● Problem: Return all lines below containing the word "Please".
*** Input ***
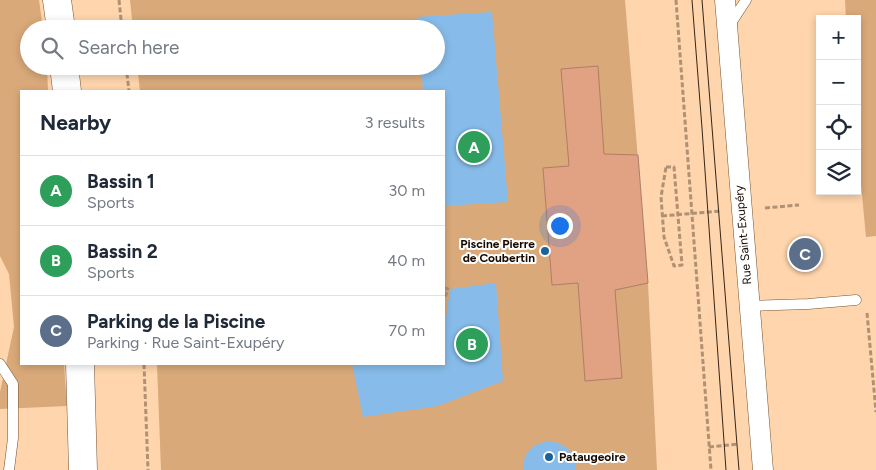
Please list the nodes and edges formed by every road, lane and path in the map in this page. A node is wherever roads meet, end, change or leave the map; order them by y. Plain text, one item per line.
*** End of Input ***
*** Input ***
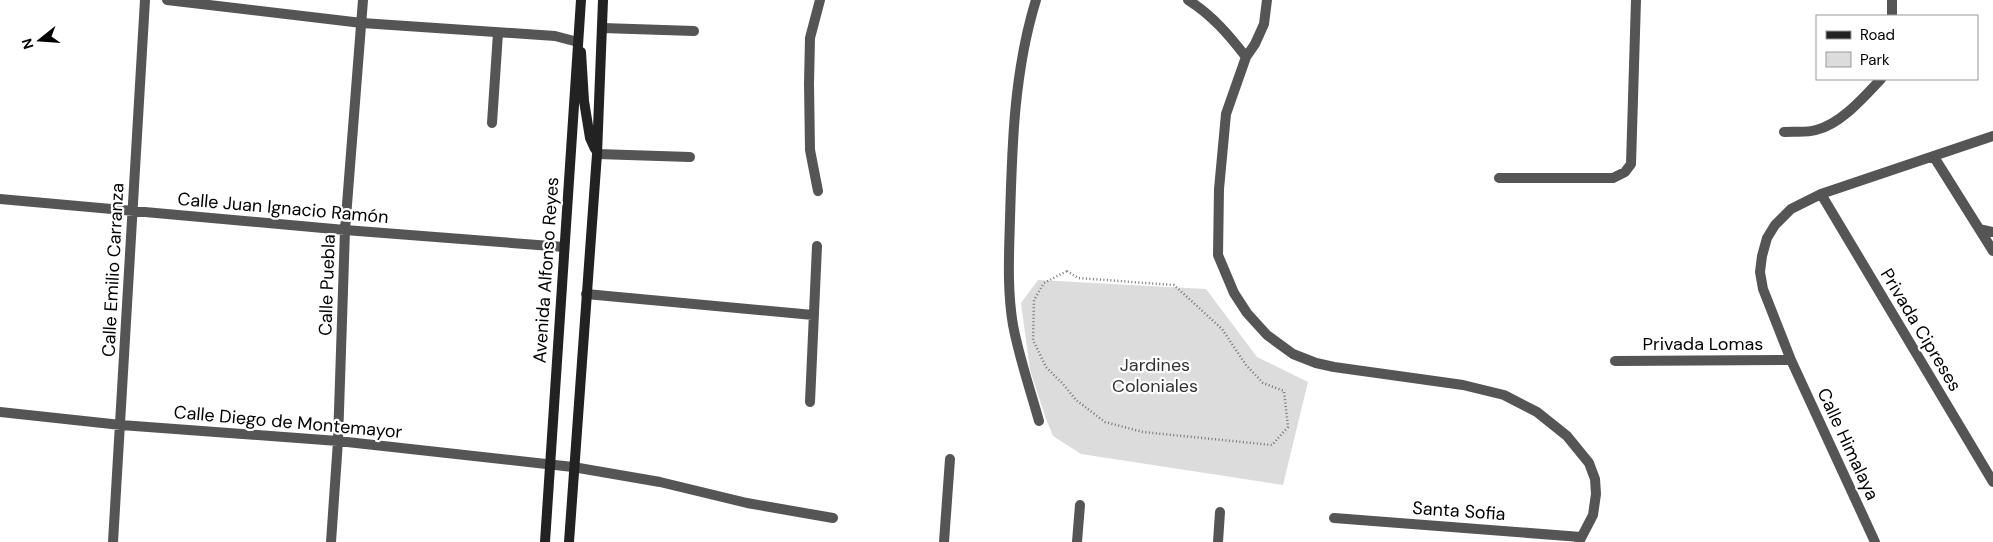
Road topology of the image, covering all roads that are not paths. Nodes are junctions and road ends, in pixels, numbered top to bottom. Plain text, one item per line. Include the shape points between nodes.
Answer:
*** End of Input ***
*** Input ***
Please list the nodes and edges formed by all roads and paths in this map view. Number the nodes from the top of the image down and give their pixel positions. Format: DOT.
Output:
*** End of Input ***
● Response area:
Please list the nodes and edges formed by every road, lane and path in the map in this page. A node is wherever roads meet, end, change or leave the map; order them by y. Plain text, one item per line.
Please list the nodes and edges formed by all roads and paths in this map view. Number the nodes from the top of the image down and give their pixel positions. Format: DOT.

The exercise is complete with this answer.